Date: Wed, 25 Aug 1999 07:42:00 -0400
From: Albert Henderson <NobleStation@COMPUSERVE.COM>
Subject: New York Times article
on 24 Aug 1999 Steve Black <blacks@ROSNET.STROSE.EDU> wrote
> SERIALSTers may be interested in this article in today's (8/24/99) Science
> section of the New York Times:
> LAWRENCE K. ALTMAN, M.D., "Inside Medical Journals, a Rising Quest for
Altman's command of the facts is poor and his bias is
transparant. He obviously doesn't understand the economics
of journal publishing. Articles are not "received free from
authors." They are exchanged for premium dissemination that
cannot be purchased. The protectiveness of that elite premium
quality, expressed in terms of honest profits, seems to be
the target of his criticism. At least he admits journals
depend on peer review.
Altman's allusion to vanity publishing is extremely unfair.

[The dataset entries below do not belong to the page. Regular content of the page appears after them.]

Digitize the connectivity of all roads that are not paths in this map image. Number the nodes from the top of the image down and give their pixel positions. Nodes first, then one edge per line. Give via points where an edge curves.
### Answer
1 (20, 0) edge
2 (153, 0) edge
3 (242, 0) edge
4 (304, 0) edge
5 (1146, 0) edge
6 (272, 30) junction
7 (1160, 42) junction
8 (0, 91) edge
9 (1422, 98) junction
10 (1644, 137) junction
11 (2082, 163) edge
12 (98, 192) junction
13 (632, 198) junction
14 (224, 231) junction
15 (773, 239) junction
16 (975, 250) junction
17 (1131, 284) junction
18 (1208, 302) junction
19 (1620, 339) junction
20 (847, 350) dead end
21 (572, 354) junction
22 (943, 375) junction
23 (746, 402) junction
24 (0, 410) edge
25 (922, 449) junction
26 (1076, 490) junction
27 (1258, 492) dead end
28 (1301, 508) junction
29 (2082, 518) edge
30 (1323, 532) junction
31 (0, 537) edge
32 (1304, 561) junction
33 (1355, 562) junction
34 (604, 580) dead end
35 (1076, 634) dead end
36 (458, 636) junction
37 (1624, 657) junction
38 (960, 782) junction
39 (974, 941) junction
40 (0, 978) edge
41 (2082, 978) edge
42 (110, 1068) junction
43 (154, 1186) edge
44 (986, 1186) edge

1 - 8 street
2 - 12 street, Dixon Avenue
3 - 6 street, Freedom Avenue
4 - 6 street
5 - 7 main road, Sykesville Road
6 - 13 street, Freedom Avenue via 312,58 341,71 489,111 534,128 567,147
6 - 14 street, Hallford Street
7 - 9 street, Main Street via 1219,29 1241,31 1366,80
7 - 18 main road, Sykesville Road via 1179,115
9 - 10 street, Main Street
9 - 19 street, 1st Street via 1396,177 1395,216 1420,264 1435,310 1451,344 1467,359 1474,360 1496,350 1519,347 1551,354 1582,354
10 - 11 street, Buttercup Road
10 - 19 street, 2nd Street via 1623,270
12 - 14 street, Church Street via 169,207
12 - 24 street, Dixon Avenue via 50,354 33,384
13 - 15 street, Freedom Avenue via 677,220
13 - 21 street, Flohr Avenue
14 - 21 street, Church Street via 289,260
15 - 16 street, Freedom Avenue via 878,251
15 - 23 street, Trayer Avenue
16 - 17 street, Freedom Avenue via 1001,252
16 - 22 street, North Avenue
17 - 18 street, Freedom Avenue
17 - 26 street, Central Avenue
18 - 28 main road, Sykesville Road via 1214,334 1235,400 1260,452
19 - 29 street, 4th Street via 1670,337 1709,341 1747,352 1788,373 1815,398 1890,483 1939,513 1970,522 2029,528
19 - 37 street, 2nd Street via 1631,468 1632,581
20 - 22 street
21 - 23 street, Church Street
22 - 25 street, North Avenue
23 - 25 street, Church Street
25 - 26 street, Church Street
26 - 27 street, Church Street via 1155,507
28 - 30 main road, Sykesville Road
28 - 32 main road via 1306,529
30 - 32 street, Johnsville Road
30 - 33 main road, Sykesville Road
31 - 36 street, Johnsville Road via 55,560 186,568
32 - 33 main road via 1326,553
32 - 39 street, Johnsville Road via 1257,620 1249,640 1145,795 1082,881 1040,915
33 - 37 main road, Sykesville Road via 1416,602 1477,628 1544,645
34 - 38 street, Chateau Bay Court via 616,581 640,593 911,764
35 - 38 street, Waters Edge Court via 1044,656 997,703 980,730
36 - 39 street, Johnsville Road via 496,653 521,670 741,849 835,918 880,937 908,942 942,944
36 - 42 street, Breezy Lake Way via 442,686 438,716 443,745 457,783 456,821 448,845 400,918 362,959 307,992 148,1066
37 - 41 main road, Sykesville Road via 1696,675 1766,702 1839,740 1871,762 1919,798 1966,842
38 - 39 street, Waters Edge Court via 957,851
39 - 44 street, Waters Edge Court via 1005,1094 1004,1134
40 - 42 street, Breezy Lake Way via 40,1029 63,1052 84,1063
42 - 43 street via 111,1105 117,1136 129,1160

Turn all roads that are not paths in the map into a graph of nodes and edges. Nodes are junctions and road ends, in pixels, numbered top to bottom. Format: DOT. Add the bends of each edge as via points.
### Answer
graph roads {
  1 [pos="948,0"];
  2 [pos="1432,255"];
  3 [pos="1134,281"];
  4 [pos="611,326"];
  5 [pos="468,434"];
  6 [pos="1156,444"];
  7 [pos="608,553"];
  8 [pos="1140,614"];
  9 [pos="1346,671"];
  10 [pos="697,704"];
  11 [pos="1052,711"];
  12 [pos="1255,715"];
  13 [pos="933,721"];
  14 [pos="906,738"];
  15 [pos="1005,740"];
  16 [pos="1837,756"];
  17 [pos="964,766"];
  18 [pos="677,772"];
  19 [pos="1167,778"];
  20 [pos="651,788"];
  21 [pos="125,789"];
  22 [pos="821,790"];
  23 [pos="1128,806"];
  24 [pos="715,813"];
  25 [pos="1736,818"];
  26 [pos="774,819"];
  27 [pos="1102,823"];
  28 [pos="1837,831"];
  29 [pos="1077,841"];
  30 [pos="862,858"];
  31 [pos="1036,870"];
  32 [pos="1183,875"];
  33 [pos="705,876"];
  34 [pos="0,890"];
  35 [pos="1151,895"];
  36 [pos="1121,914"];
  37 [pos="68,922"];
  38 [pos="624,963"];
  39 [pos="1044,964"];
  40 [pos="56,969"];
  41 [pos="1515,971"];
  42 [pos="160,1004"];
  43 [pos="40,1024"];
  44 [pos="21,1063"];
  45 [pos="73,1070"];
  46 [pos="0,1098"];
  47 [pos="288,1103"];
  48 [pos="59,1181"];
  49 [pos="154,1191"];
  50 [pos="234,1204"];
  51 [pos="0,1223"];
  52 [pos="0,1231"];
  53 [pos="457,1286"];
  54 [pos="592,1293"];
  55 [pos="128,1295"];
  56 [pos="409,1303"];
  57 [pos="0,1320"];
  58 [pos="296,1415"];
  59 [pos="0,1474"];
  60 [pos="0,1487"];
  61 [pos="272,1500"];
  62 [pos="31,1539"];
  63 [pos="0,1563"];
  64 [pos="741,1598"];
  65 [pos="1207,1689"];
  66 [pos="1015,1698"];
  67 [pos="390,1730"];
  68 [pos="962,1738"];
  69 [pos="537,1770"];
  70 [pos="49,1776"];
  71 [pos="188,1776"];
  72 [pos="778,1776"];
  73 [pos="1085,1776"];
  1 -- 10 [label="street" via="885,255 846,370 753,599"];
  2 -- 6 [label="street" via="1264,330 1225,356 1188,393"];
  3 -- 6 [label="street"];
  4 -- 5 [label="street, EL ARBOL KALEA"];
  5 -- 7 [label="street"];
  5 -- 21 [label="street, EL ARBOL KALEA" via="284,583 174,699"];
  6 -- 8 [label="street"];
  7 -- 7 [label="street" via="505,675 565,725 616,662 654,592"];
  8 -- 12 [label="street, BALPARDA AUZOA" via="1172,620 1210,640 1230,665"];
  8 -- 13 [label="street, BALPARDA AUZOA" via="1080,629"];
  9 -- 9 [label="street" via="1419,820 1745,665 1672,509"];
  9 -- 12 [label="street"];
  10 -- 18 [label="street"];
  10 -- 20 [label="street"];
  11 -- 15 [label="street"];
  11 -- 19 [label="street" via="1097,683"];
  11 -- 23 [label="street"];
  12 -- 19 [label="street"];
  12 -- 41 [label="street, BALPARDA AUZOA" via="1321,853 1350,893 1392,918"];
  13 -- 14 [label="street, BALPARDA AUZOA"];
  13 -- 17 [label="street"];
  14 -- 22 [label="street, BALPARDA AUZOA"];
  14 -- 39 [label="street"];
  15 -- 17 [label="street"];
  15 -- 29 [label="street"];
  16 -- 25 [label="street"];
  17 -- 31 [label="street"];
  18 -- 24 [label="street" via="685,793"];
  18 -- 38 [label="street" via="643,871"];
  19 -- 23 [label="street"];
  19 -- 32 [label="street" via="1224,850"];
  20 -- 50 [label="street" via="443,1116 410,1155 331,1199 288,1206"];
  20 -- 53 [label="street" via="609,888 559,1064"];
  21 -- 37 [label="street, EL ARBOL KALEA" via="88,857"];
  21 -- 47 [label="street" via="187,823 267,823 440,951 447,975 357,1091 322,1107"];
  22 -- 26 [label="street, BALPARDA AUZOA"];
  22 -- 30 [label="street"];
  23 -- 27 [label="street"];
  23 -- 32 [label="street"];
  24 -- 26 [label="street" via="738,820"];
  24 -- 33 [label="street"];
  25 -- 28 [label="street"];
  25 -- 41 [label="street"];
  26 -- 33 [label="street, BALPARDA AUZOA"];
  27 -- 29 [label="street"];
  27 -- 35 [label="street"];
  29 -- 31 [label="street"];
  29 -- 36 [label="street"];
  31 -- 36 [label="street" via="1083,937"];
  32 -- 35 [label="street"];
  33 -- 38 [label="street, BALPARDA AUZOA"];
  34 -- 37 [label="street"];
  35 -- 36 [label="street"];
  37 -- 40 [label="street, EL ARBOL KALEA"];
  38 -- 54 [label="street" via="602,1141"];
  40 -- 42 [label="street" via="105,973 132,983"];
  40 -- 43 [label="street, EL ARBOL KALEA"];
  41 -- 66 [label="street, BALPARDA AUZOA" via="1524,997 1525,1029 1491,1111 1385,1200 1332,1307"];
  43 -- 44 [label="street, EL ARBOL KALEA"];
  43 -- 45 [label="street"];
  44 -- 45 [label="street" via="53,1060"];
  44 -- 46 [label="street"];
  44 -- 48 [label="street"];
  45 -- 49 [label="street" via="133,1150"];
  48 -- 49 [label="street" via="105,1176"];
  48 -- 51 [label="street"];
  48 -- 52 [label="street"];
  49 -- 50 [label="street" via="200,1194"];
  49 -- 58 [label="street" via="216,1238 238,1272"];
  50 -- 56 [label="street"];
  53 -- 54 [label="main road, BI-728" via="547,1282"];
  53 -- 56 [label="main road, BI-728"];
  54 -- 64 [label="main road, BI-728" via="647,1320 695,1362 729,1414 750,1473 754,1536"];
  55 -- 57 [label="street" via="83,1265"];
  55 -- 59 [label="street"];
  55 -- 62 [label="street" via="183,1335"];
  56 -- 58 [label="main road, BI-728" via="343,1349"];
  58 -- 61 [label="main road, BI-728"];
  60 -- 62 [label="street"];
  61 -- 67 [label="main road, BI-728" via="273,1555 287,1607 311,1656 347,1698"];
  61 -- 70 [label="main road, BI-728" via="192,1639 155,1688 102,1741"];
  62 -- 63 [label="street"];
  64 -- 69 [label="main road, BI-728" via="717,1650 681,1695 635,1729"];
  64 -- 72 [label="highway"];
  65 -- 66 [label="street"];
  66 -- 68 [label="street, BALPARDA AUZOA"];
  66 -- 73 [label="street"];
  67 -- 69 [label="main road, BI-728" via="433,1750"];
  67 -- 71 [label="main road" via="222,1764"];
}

See PRQ 14,4 (Winter 1998/99) if you want to understand page
He also recites the myth of "inferior quality" and "excessive
publishing." Reports at the 1997 International Congress on
Peer Review (in JAMA July 15, 1998) dispell this -- far too
quietly, in my view.
His final shot at lobbying may be entirely unfounded. Taking a
position on policy in order to advise the government is
substantially different from lobbying for passage of a particular
bill -- or having porkbarrel paragraphs slipped into spending
bills. Societies are generally chartered to promote dissemination
of information; educating and advising the government on policy
is an essential part of that.
With a divine sense of justice, perhaps, the top of the Times'
front page carried a story titled "Lobbying for Research Money,
Colleges Bypass Review Process. Critics say Politics Distorts
Priorities of Science." I think it was President Eisenhower who
called national attention to the replacement of intellectual
curiosity by government contracts nearly 40 years ago.